うぇい

グリーンブックのうぇいのネタバレレビュー・内容・結末

グリーンブック(2018年製作の映画)
5.0

このレビューはネタバレを含みます

イタリア系のトニーはプライドが高く喧嘩っ早い、相手に合わせて自分を偽りはったりをかます。
黒人のシャーリーは品位を高く保ち信念があり、我慢強い、相手に自分を合わせようとは思っていない。

トニーとシャーリーは全くの正反対であり、トニーに至っては黒人への差別意識を持っていた。

二人の共通言語となったのは音楽であり、トニーはシャーリーのピアノに惚れ込み、金ではないシャーリーへの敬意から仕事をするようになる。

シャーリーは指折りのピアニストにも関わらず、腕以外の全てを世間から認められずにいた。それは黒人だからである。そして、黒人だからという世界に安住した黒人と異なり、人間としてのシャーリーは孤独だった。南部でのコンサートの中で、ピアノと共に品位ある自分自身を受け入れてくれる人間がいると、それを探していたのだろう。

トニーはシャーリーのピアノを「すげえ」と評し、「あんたにしか弾けない」とシャーリーを丸々1人の人間として受け入れた。
そして、喧嘩っ早く、田舎者で、家族を食わす為に働くしか能のない自分こそが「黒人」だと悪態をついた。シャーリーにとってアイデンティティである「黒人」を否定し、自らこそを「黒人」と言ったチャーリーはそこで「黒人」だからという偏見が決定的に意味を持たないことを悟っただろう。

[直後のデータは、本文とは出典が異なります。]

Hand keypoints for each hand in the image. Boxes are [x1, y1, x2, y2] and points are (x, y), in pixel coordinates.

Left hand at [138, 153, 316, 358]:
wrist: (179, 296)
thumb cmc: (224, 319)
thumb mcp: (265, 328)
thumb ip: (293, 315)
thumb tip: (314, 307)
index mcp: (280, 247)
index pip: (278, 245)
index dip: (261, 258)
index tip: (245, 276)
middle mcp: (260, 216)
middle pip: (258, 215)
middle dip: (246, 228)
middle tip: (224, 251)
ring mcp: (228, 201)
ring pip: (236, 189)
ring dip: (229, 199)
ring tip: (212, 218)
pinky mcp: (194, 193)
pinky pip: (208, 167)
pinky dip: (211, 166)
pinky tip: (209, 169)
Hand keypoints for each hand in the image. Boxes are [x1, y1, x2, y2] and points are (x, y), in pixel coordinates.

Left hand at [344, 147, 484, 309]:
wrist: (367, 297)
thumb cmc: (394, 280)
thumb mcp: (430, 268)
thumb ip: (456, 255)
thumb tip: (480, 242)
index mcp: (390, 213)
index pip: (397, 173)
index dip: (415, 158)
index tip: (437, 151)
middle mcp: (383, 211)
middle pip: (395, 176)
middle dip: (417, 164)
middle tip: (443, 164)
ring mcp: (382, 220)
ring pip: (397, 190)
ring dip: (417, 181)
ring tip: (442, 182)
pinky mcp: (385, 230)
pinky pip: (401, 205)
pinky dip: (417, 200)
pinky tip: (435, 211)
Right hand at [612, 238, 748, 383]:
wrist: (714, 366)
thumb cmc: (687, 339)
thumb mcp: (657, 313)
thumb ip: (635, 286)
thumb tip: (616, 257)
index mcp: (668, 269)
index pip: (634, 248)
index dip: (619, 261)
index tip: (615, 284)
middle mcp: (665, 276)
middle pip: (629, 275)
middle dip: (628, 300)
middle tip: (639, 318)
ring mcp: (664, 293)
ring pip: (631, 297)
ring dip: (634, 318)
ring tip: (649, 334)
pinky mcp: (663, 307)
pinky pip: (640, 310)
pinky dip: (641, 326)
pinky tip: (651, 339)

最後の演奏、シャーリーは、ステージの上でしか評価をしない人間の元から去り、人間丸ごと受け入れてくれたトニーのために、そしてピアノと奏者を不可分のものとした人々のためにジャズを弾いた。

プライドと品位の差、受け入れてくれる人がいる事実と共に受け入れない人もいる。
アイデンティティの形成の為にはその人全てを受け入れる、愛を持った他人の存在は必要不可欠だろう。